Je n’ai pas voulu m’aventurer à interpréter la graphie des textes anciens, sauf pour les registres de baptême. Je me suis plutôt contentée de résumer les écrits d historiens ou de généalogistes réputés. Par souci d’exactitude, il est nécessaire de s’imposer le recours à des sources fiables en vérifiant directement dans les registres des paroisses ou en se référant, par exemple, aux données du Programme de recherche en démographie historique de l’Université de Montréal (PRDH). Malgré tout, des erreurs ont pu se glisser inévitablement. Merci de me les signaler
L’histoire nous donne un recul face au présent et nous permet de voir les choses avec distance et perspective. Elle nous aide à comprendre le présent. De la Nouvelle-France à aujourd’hui, nos ancêtres nous ont tracé un chemin en Terre d’Amérique. Ils ont mis au monde un peuple, une nation. En plus du devoir de mémoire maintes fois invoqués, il me semble que nous avons le devoir de poursuivre cette œuvre.
Marie Vaillancourt
2010/08/11
Un très beau site au contenu intéressant que je vais suivre assidument.
2010/10/19
j’ai hâte de lire la suite …
2011/01/26
I think your blog is excellent I found it on Google. Definetely will return again! Have a good day, Glen
2011/04/03
Thanks a lot for the document, really good.
2011/12/24
This was alot of work. Thank you for sharing and making this public. It is greatly appreciated.
2012/02/03
Bonjour,
La passion soulève les montagnes. Votre site, m’a été signalé par un de vos cousins charentais.

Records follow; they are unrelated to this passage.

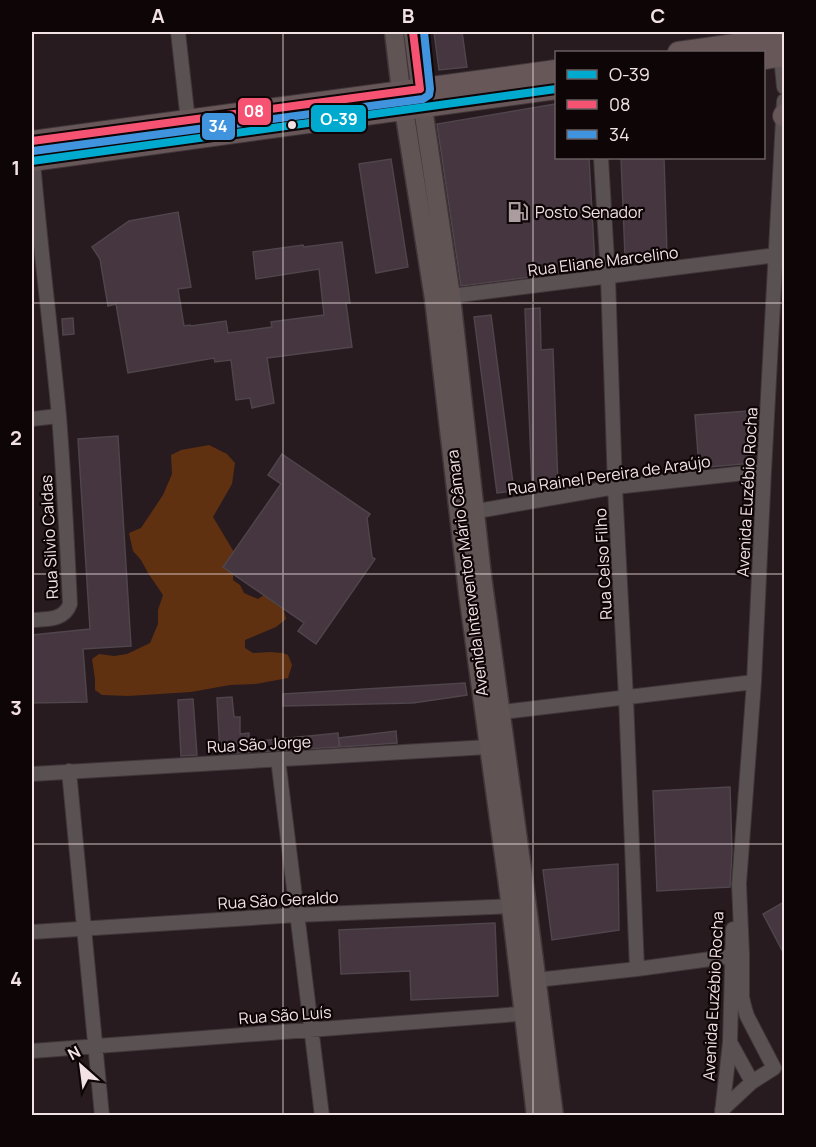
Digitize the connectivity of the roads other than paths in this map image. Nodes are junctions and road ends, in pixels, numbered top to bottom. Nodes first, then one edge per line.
1 (177, 32) edge
2 (394, 32) edge
3 (413, 32) edge
4 (784, 37) edge
5 (685, 51) edge
6 (776, 57) edge
7 (555, 70) edge
8 (784, 87) edge
9 (555, 89) edge
10 (412, 99) junction
11 (784, 110) edge
12 (188, 121) junction
13 (32, 141) edge
14 (601, 159) edge
15 (32, 161) edge
16 (777, 255) junction
17 (608, 277) junction
18 (443, 297) junction
19 (58, 416) junction
20 (32, 419) edge
21 (764, 471) junction
22 (615, 488) junction
23 (467, 513) junction
24 (32, 620) edge
25 (754, 682) junction
26 (626, 698) junction
27 (493, 713) junction
28 (488, 747) junction
29 (278, 759) junction
30 (69, 771) junction
31 (32, 774) edge
32 (519, 906) junction
33 (297, 915) junction
34 (84, 928) junction
35 (32, 932) edge
36 (737, 955) junction
37 (637, 969) junction
38 (528, 981) junction
39 (532, 1013) junction
40 (311, 1030) junction
41 (730, 1042) junction
42 (96, 1046) junction
43 (32, 1051) edge
44 (752, 1082) junction
45 (722, 1113) edge
46 (102, 1116) edge
47 (322, 1116) edge
48 (536, 1116) edge
49 (554, 1116) edge

1 - 12 street
2 - 10 main road, Avenida Interventor Mário Câmara
3 - 10 main road, Avenida Interventor Mário Câmara
4 - 5 main road
6 - 8 street
7 - 10 main road
9 - 10 main road
10 - 12 main road
10 - 15 main road
10 - 18 main road, Avenida Interventor Mário Câmara
11 - 16 street, Avenida Euzébio Rocha
12 - 13 main road
14 - 17 street, Rua Celso Filho
15 - 19 street, Rua Silvio Caldas
16 - 17 street, Rua Eliane Marcelino
16 - 21 street, Avenida Euzébio Rocha
17 - 18 street, Rua Eliane Marcelino
17 - 22 street, Rua Celso Filho
18 - 23 main road, Avenida Interventor Mário Câmara
19 - 20 street
19 - 24 street, Rua Silvio Caldas
21 - 22 street, Rua Rainel Pereira de Araújo
21 - 25 street, Avenida Euzébio Rocha
22 - 23 street, Rua Rainel Pereira de Araújo
22 - 26 street, Rua Celso Filho
23 - 27 main road, Avenida Interventor Mário Câmara
25 - 26 street
25 - 36 street, Avenida Euzébio Rocha
26 - 27 street
26 - 37 street, Rua Celso Filho
27 - 28 main road, Avenida Interventor Mário Câmara
27 - 32 main road, Avenida Interventor Mário Câmara
28 - 29 street, Rua São Jorge
28 - 32 main road, Avenida Interventor Mário Câmara
29 - 30 street, Rua São Jorge
29 - 33 street
30 - 31 street, Rua São Jorge
30 - 34 street
32 - 33 street, Rua São Geraldo
32 - 38 main road, Avenida Interventor Mário Câmara
33 - 34 street, Rua São Geraldo
33 - 40 street
34 - 35 street, Rua São Geraldo
34 - 42 street
36 - 37 street
36 - 41 street, Avenida Euzébio Rocha
36 - 44 street, Avenida Euzébio Rocha
37 - 38 street
38 - 39 main road, Avenida Interventor Mário Câmara
39 - 40 street, Rua São Luís
39 - 48 main road, Avenida Interventor Mário Câmara
39 - 49 main road, Avenida Interventor Mário Câmara
40 - 42 street, Rua São Luís
40 - 47 street
41 - 44 street
41 - 45 street, Avenida Euzébio Rocha
42 - 43 street, Rua São Luís
42 - 46 street
44 - 45 street, Avenida Euzébio Rocha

Il manifeste à l’évidence ce que cette passion permet de réaliser.
Continuez vos recherches : quand on tient un bout du fil de l’histoire, si on n’a pas envie de la lâcher, on parvient, avec un peu de chance, à découvrir la chaîne et la trame, puis les tisserands qui sont derrière le métier.
Cordialement
Pierre
Site Histoire Passion
2012/12/03
Bonjour,
Enfin un vrai de vrai… Je m’intéresse depuis quelques années à retrouver mes ancêtres. Ainsi j’ai découvert un secret de famille en faisant la généalogie du côté de ma mère. Sa mère, née en 1871 s’est mariée 2 fois mais je ne trouve aucun certificat de mariage même si je suis allée aux archives nationales rue Viger. En effet, Aglaée Béland est née en 1871 à St-Cuthbert mais a eut un enfant Hormidas, au Bic en 1889. Elle y a marié Sylvain Levasseur né en 1867 et fils de Pierre et de Olive Généreux. Partir de St-Cuthbert pour aller au BIC sans automobile, cela devait être du sport. Y allait-elle pour y cacher sa grossesse ? Aucune trace de son mariage. En 1891, au recensement, elle est à St-Henri avec son mari et son fils de 6 mois, Hormidas. Comme beaucoup de québécois du temps, elle émigre aux USA et a plusieurs autres enfants. Son mari est mort en 1905 là-bas, à 38 ans. Par la suite, elle rencontre mon grand-père, un vieux garçon, Louis Albert Napoléon dit Norbert Vandal, né en 1865 à St-Simon de Bagot mais travaillant aussi à Woonsocket, RI. Elle est revenue à Montréal avec son 2e mari mais encore là, aucune trace de son certificat de mariage. Elle eut 3 enfants avec celui-ci ce qui lui en a fait 13 au total, ma mère étant la 13e. Par contre, elle en a perdu quelques-uns en bas âge. Comment retrouver les certificats de mariage de ma grand-mêre née Aglaée Béland devenue Aglaée Levasseur puis Vandal par la suite. Elle est décédée à St-Félix-de-Valois en 1958 à 87 ans. Son mari l’avait précédée en décembre 1949, à 85 ans. Je suis née à St-Félix-de-Valois un mois plus tard en janvier 1950, à St-Félix.